Key takeaways for state heat action plans:
- Designating a State Nodal Officer: Appointing a head/nodal officer at the state and district level, and deputing an agency to oversee the Heat Action Plan helps prevent communication bottlenecks during extreme heat events. The Nodal Officer plays the very important role of monitoring daily temperature forecasts and taking the decision on calling a heat alert based on local thresholds. Designating a Nodal Officer also creates a method to receive feedback, complaints, and questions from the states and helps ensure the Plan’s efficacy.
- Vulnerability Assessment and Establishing Heat-Health Threshold Temperatures: It is important to identify vulnerable areas and populations of a state in order to establish priorities and minimum thresholds for heat alerts and activities. The first method to determine thresholds is the percentile approach developed by the World Health Organization and World Meteorological Organization (WMO/WHO), that uses basic meteorological information to determine thresholds at the district level in states. The second method uses existing historical temperature and mortality data to develop a heat-health threshold based on specific health responses (i.e. mortality).
- Developing the Early Warning System and the Interagency Emergency Response Plan: Developing the colour-coded system to issue heat alerts is at the core of the Heat Action Plan. The state nodal agencies would then work with the IMD for getting a five-day forecast to issue heat alerts based on that colour-coded system which links threshold temperatures to various activities based on the severity of the alert. It is important therefore to chart out the interagency flow of information for the early warning to be effective.
- Building Statewide Capacity: It is important for key officials and agencies to recognize their roles in State Heat Action Plan. Table-top exercises, simulations, and drills for heat season and heat alert events can help build capacity in the state and identify and resolve communications gaps and weaknesses between participating departments, partners and the public.

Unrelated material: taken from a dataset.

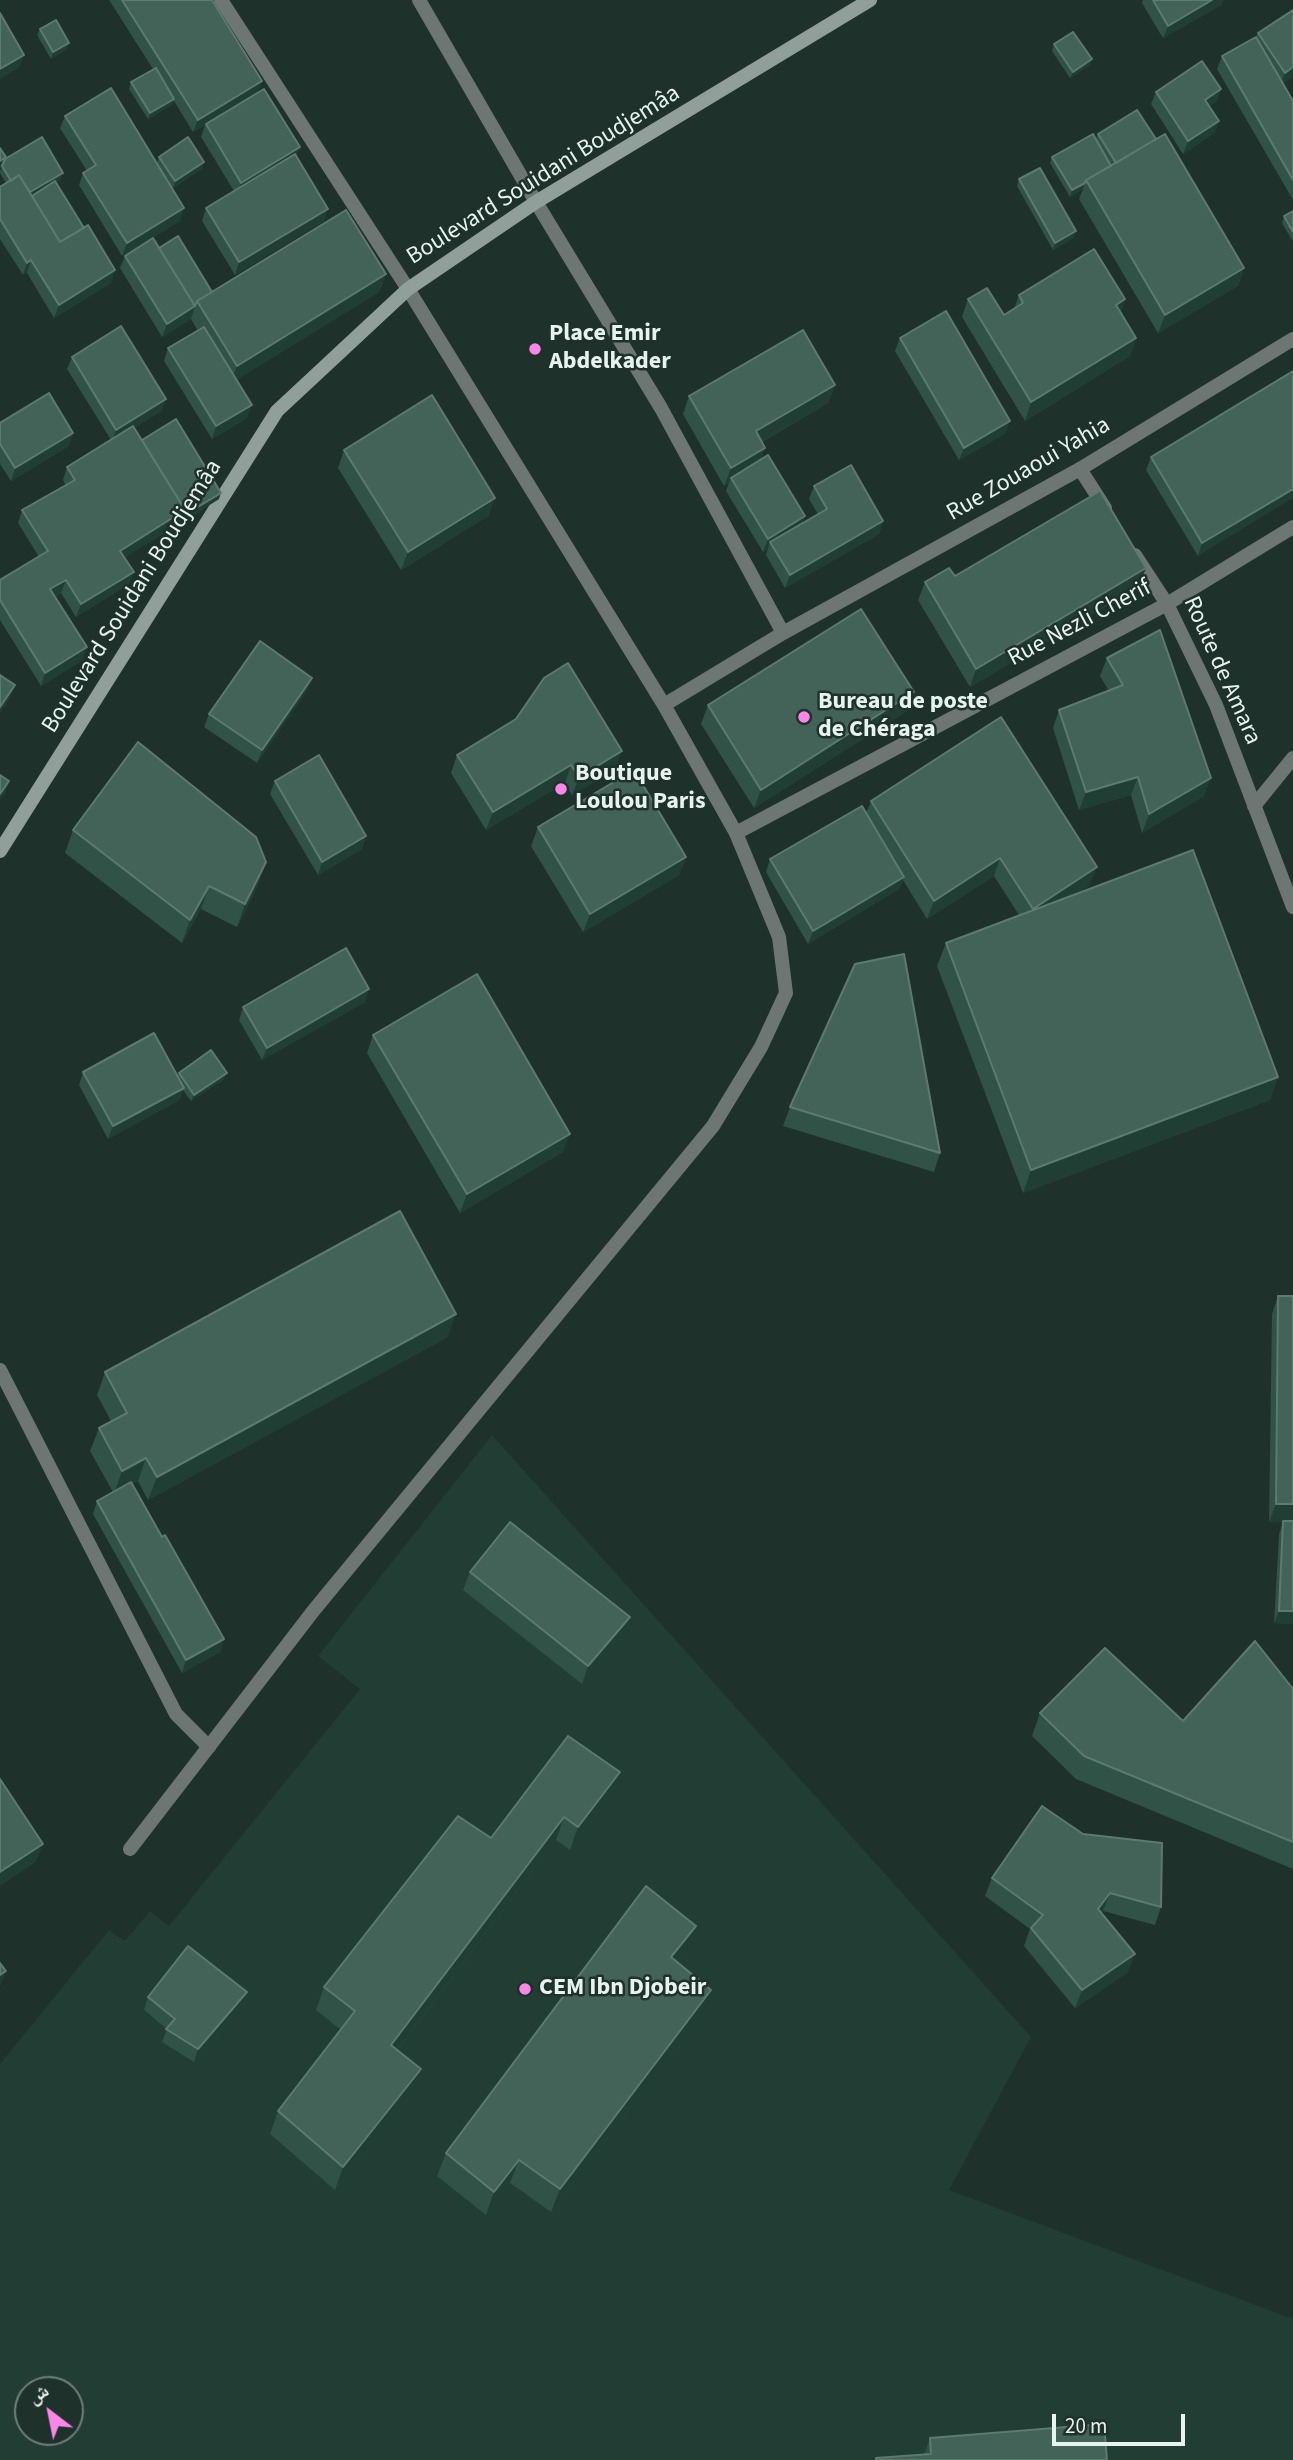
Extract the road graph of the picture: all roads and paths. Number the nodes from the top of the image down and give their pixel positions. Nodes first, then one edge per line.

- Implementation and Monitoring: Government departments (and partners) are responsible for implementing many components of a heat action plan. It is also important for the public to be aware of ways to respond to extreme heat. Key messages developed and widely disseminated through information, education and communication (IEC) materials warn the public and raise awareness in advance of heat season (e.g., through pamphlets, ads, pictures and videos). Customized local language messages for identified vulnerable groups (including recent mothers, parents, educators, the elderly, children, illiterate persons, outdoor workers, immigrants, slum dwellers) ensure the key “Dos-and-Don’ts” during a heat wave and can be disseminate through the media (magazines, newspapers, websites, radio, television, and/or social media such as Facebook, Twitter, and WhatsApp).
With climate change fuelling more intense and frequent heat waves in India, a new scale of coordinated action is essential to protect communities, especially their most vulnerable members. As India gears up for another searing summer in 2017, state-level Heat Action Plans provide an opportunity for cities and states to take leadership in building heat-resilience in India and work with the National Disaster Management Authority and the Indian Meteorological Department to protect millions who may suffer from the dangerous health effects of extreme heat.